Dr. Munday updates the county on Ebola danger and Enterovirus 68

Dr. Stephen Munday, Imperial County Health Official
Dr. Stephen Munday, Imperial County Health Official

EL CENTRO – Tuesday, Dr. Stephen W. Munday, Health Officer for the Imperial County, gave an update on the potential dangers of an Ebola outbreak in the Imperial Valley and the country, and his concern about the more prevalent danger of enterovirus 68, an infectious virus that began in the mid-west and has now spread throughout the nation according to Dr. Munday.


Dr. Munday began by discussing the Ebola breakout, which he cited has happened previously, but never to this extent. The problem, he said, was that the Ebola virus had reached the cities of Liberia, Sierra Leone, and  Guinnea, where before it had been mainly a rural problem.

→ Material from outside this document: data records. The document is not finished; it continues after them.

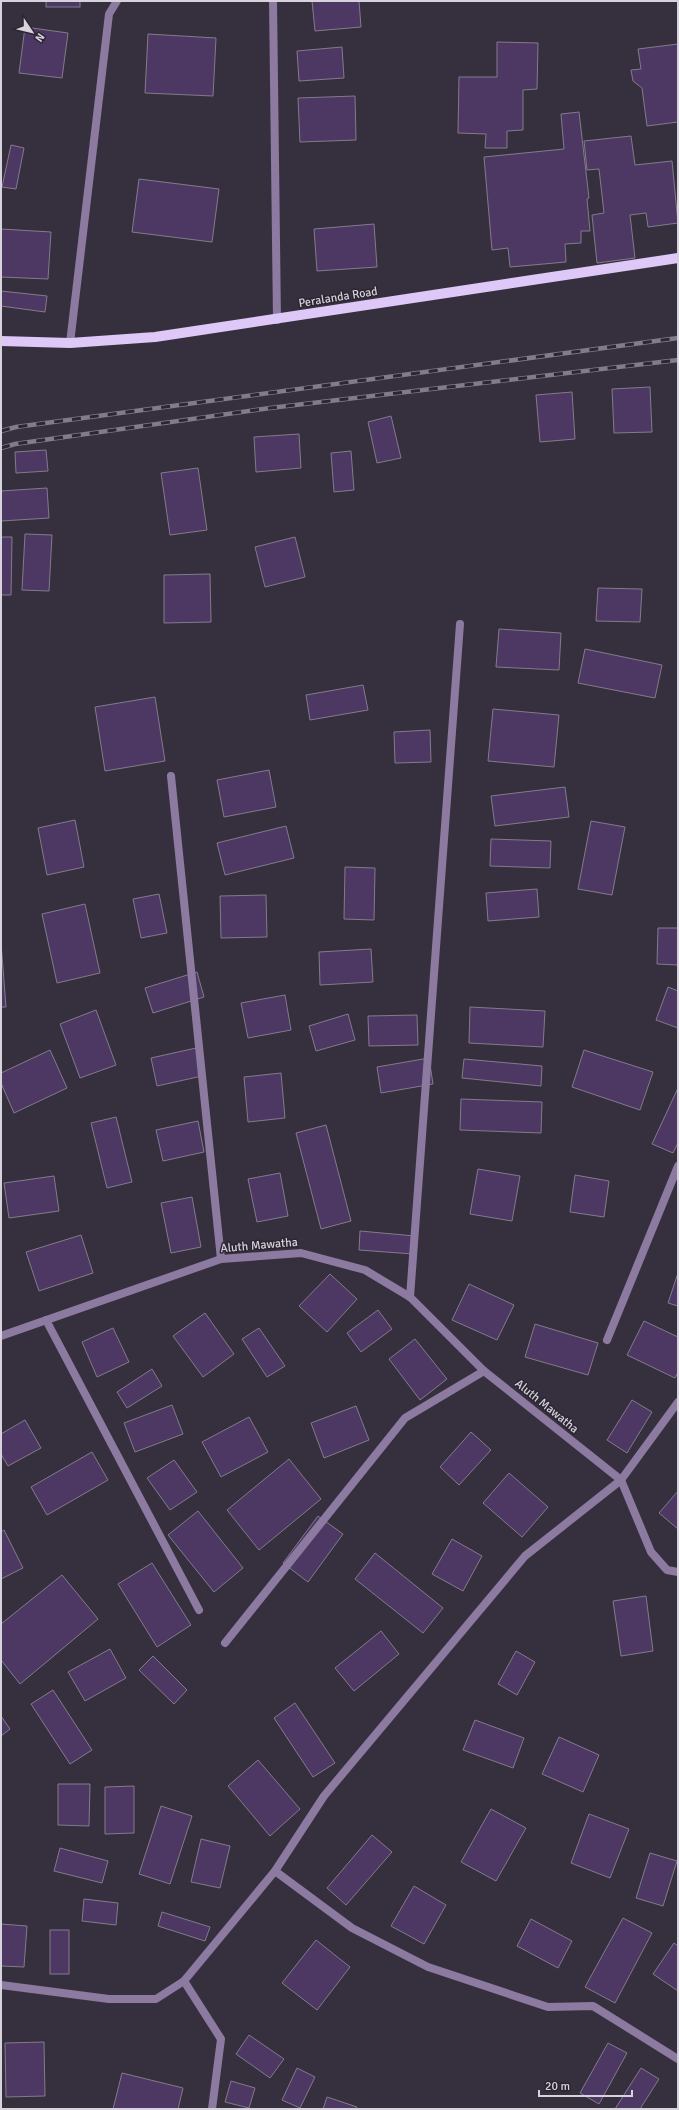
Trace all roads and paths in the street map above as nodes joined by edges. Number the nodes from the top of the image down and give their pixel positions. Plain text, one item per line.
1 (117, 1) edge
2 (273, 1) edge
3 (678, 258) edge
4 (277, 320) junction
5 (1, 341) edge
6 (70, 342) junction
7 (460, 624) dead end
8 (171, 776) dead end
9 (678, 1166) edge
10 (221, 1259) junction
11 (410, 1297) junction
12 (46, 1320) junction
13 (1, 1336) edge
14 (607, 1340) dead end
15 (484, 1370) junction
16 (678, 1402) edge
17 (621, 1480) junction
18 (678, 1572) edge
19 (200, 1610) dead end
20 (225, 1643) dead end
21 (275, 1871) junction
22 (184, 1981) junction
23 (1, 1985) edge
24 (678, 2059) edge
25 (212, 2109) edge

1 - 6 street
2 - 4 street
3 - 4 main road, Peralanda Road
4 - 6 main road, Peralanda Road
5 - 6 main road, Peralanda Road
7 - 11 street
8 - 10 street
9 - 14 street
10 - 11 street, Aluth Mawatha
10 - 12 street, Aluth Mawatha
11 - 15 street, Aluth Mawatha
12 - 13 street, Aluth Mawatha
12 - 19 street
15 - 17 street, Aluth Mawatha
15 - 20 street
16 - 17 street
17 - 18 street
17 - 21 street
21 - 22 street
21 - 24 street
22 - 23 street
22 - 25 street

Dr. Munday said the disease was severe, two decades ago it had a70-90% death rate, but now of the 6500 people identified with the disease in this break out, there was a 50 % mortality today. He added that the numbers only were for the ones actually identified with the virus.


Munday said there is a real concern it could come here. He stated the one case presented in Dallas.


“In my opinion, there will be additional cases. It will be impossible for them to not occur, however I am not concerned about a wide outbreak of Ebola because it is not easily spread. It is spread by direct contact, it is not air born. That makes controlling it a lot easier.”


Munday explained to the board that after 9/11, public health instituted an infrastructure for bio-terror attacks as well as pandemic situations. “We have all the tools needed to deal with an outbreak,” Munday said.


He explained of three levels of defenses the county has in place. “One is the influenza-like surveillance in the county. This goes on all the time. It is how we originally identified H1N1 back in the Valley in 2009. So we know that it works.”


“We also have SARI which is Severe Acute Respiratory Illness which basically looks at the hospitals, the people that get admitted for pneumonia, or go to the ICU, we look to make sure nothing unusual is happening or that there isn’t a cluster of common ailments hitting the hospitals all at once.”


Finally, we have in operation, syndromic surveillance, which is the surveillance (collection and analysis) of health data about a clinical syndrome that has a significant impact on public health. Syndromic surveillance watches for clusters of people with the same symptoms. If hospitals or clinics see this, they know to contact us so we can investigate.


Munday verified that more screening is taking place for people leaving West Africa countries, yet admitted nothing is 100 % effective “or we wouldn’t have had this one case.”


He stressed that Ebola is only infectious when the person is systematic. That is why they were not worried about the people in the plane who rode with the Ebola patient ,at the time he wasn’t symptomatic. The man eventually died last Wednesday morning, October 8.


According to Dr. Munday it takes three weeks after exposure to get ill and show symptoms.


“Imperial County Health facilities are aware of what is going on and if any thing triggers one of our defenses we will be prepared,” Robin Hodgkins, Director of Public Health added.


Munday said the health department was meeting Tuesday with appropriate health care people including those from the border to make sure all were on the same page and that everyone was prepared to screen people as they come through.


Director Jack Terrazas (Dist. 2) asked if there was a test for Ebola which Munday said there was not, until the person is ill and symptomatic.


Mainly Munday wanted to put everyone’s fears to rest. He emphasized that alerts can go out at any time, there is appropriate written materials, written at a level the community can understand, and the county continues to work on outreach.


However, he did want to warn the board on the more imminent threat of enterovirus 68. Munday said it had pretty much spread around the nation. The virus had caused acute respiratory illness in children, with many admissions in the ICU nationwide.


Munday said, “We have started to see some cases in California, but we do not have any confirmed case in the Imperial County.”


A case recently was confirmed in Riverside County.


Munday said that accompanying the virus, the patients have had acute flaccid paralysis. He said it is what polio use to look like. But polio was eradicated through vaccination.


“These viruses are cousins of the polio virus, they cause neurological damage, which we did have one case in spring, but we didn’t find cause. We are prepared to test for it and deal with it if we see it show up here.”